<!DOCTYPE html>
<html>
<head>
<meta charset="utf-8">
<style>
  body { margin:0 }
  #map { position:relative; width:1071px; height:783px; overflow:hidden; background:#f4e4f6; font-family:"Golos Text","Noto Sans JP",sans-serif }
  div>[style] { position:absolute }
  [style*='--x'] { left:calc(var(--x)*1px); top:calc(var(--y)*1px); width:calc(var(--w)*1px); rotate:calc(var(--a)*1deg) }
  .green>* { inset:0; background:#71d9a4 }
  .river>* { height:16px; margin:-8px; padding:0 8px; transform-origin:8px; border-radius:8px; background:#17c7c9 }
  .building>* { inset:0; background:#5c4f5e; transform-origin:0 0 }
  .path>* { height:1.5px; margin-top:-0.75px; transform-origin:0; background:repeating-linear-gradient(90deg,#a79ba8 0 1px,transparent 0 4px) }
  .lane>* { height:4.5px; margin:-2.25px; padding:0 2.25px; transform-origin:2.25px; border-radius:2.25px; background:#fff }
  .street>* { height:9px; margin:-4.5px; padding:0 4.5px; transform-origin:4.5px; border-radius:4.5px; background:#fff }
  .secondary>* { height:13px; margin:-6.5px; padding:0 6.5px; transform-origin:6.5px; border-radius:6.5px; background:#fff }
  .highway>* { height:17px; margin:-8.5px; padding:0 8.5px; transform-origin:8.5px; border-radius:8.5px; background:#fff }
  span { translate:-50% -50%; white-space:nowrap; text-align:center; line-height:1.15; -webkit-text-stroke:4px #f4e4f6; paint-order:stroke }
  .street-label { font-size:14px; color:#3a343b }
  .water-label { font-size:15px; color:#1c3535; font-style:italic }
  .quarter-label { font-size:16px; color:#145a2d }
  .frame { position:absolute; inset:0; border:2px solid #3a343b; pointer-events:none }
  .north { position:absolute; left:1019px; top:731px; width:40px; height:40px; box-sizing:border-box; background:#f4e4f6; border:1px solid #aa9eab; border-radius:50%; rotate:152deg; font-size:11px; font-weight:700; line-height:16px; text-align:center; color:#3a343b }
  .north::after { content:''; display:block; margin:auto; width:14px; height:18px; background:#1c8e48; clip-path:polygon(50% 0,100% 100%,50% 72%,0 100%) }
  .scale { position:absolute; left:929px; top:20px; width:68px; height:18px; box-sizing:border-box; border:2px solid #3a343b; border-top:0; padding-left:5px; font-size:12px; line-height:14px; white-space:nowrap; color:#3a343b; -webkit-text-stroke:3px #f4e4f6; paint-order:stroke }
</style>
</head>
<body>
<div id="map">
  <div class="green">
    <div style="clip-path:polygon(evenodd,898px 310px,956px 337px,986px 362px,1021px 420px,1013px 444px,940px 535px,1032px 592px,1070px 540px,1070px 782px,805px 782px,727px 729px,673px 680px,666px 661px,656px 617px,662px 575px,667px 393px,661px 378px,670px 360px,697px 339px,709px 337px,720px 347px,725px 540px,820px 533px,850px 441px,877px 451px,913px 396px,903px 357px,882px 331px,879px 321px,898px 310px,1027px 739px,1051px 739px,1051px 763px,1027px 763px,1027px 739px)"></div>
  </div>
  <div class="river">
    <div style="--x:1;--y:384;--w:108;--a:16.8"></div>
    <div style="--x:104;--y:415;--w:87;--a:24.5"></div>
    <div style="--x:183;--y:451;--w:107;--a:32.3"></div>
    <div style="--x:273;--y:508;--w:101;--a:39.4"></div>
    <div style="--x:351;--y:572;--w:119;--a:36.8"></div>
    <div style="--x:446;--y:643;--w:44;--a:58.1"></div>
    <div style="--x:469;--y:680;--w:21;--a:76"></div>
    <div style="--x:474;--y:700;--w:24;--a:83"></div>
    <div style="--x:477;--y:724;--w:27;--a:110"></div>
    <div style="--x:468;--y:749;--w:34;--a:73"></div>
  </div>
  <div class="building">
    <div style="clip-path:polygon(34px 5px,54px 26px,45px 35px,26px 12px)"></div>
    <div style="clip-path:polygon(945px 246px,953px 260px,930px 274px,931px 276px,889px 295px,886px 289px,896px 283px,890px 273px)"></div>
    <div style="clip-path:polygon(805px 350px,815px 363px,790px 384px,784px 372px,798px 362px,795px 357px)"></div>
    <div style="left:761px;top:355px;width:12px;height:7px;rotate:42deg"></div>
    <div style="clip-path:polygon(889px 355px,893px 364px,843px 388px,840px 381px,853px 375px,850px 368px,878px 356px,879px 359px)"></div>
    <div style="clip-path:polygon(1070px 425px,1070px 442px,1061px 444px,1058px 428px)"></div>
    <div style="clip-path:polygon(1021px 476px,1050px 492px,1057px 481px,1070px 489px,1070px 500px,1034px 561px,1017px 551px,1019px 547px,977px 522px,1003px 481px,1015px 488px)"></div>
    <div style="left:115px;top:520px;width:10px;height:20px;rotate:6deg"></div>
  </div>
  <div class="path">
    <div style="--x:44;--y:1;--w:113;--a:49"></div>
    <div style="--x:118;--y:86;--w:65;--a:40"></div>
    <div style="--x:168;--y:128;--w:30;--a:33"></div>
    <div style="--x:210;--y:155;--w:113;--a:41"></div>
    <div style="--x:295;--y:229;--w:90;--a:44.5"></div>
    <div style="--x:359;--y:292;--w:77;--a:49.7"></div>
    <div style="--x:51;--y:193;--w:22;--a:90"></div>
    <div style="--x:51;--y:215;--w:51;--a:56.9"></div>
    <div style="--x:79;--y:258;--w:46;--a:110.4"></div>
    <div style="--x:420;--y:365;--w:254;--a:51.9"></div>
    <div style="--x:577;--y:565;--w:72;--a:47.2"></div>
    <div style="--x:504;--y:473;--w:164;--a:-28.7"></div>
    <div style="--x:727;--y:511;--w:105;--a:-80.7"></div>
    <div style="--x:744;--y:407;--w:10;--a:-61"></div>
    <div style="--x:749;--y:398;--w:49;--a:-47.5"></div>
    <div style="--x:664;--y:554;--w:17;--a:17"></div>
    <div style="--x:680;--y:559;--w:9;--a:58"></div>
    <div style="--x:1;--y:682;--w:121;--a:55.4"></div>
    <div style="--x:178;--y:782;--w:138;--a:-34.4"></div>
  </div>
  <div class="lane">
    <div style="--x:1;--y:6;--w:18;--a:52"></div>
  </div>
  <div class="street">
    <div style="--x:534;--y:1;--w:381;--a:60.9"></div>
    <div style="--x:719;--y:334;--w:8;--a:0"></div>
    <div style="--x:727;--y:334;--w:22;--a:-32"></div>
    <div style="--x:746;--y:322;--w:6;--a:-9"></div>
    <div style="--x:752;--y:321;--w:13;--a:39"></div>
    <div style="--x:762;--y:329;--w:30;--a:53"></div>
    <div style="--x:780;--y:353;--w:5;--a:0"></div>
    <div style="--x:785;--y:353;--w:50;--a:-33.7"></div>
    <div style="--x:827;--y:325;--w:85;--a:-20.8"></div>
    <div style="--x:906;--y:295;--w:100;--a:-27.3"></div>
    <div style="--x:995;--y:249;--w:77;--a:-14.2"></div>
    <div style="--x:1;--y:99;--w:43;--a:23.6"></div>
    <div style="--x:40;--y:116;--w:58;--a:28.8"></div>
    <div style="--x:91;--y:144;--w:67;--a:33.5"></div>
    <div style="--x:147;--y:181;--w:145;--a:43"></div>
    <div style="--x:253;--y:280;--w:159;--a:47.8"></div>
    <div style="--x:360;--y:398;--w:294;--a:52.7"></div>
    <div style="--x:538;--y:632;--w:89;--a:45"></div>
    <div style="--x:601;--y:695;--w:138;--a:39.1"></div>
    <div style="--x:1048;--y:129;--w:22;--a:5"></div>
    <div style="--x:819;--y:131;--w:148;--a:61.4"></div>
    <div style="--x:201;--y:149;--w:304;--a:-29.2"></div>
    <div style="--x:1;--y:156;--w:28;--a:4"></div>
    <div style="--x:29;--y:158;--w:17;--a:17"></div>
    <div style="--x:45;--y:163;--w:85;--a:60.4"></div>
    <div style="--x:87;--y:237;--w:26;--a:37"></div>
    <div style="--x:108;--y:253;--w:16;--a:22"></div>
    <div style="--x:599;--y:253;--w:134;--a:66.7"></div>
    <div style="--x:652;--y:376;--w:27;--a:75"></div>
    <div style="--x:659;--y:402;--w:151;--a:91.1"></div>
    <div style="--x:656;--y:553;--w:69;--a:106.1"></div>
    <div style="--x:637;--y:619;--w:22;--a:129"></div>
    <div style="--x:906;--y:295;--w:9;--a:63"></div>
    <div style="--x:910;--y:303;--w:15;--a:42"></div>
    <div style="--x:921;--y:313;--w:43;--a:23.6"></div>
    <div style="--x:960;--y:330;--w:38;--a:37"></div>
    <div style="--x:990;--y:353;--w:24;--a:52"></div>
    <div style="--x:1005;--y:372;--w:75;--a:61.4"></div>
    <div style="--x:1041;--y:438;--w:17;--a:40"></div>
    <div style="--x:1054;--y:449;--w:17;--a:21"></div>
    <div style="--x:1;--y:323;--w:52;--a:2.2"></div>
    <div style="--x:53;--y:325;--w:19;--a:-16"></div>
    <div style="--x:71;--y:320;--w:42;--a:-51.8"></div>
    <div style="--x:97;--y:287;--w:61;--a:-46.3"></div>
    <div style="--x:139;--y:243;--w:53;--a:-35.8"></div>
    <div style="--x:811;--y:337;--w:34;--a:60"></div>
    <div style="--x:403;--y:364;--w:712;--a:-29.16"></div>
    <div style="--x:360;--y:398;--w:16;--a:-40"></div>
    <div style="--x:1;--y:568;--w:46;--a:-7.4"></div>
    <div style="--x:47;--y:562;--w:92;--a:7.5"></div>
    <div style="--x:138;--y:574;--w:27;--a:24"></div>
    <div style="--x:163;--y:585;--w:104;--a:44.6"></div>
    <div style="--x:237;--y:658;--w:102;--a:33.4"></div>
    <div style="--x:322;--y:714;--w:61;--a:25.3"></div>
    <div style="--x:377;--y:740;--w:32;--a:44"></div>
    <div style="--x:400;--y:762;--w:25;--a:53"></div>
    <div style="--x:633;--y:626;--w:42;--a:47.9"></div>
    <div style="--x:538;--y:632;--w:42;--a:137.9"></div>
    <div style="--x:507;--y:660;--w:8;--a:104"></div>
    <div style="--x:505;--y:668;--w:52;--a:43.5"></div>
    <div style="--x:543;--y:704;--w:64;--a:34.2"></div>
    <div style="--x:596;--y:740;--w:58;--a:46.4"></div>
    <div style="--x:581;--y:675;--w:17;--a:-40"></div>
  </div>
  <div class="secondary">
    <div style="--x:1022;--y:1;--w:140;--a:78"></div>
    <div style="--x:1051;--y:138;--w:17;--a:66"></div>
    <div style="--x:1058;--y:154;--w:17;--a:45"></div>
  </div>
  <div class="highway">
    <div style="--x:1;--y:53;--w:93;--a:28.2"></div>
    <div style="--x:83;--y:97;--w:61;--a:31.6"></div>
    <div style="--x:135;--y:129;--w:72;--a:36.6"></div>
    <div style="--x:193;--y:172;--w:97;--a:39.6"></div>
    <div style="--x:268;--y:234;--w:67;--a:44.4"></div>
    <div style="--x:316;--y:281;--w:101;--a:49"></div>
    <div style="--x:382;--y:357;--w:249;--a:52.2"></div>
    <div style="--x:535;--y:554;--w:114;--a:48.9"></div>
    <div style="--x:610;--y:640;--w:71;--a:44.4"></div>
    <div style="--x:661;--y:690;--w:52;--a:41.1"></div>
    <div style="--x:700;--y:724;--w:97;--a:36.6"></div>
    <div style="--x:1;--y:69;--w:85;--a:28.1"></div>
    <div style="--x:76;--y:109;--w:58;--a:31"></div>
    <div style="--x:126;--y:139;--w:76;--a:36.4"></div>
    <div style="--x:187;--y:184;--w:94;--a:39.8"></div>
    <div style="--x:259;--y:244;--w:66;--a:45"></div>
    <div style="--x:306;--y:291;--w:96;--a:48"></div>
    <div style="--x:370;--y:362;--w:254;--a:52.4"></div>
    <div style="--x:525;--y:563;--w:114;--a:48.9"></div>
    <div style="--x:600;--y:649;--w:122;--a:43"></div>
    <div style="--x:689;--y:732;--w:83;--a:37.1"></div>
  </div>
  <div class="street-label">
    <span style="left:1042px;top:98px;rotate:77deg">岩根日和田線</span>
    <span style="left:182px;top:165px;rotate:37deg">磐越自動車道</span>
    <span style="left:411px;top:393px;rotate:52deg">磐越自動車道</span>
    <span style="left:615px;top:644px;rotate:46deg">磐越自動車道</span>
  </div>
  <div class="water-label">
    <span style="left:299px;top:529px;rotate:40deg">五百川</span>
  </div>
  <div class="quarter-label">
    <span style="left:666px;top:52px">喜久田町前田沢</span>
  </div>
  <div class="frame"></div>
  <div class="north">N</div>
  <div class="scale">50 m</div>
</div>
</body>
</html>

§ Directions: Reprint the data above from the opening line to the line holding "height:1.5px; margin-top:-0.75px; transform-origin:0;", inclusive, and nothing else.

§ Solution to this problem:
<!DOCTYPE html>
<html>
<head>
<meta charset="utf-8">
<style>
  body { margin:0 }
  #map { position:relative; width:1071px; height:783px; overflow:hidden; background:#f4e4f6; font-family:"Golos Text","Noto Sans JP",sans-serif }
  div>[style] { position:absolute }
  [style*='--x'] { left:calc(var(--x)*1px); top:calc(var(--y)*1px); width:calc(var(--w)*1px); rotate:calc(var(--a)*1deg) }
  .green>* { inset:0; background:#71d9a4 }
  .river>* { height:16px; margin:-8px; padding:0 8px; transform-origin:8px; border-radius:8px; background:#17c7c9 }
  .building>* { inset:0; background:#5c4f5e; transform-origin:0 0 }
  .path>* { height:1.5px; margin-top:-0.75px; transform-origin:0; background:repeating-linear-gradient(90deg,#a79ba8 0 1px,transparent 0 4px) }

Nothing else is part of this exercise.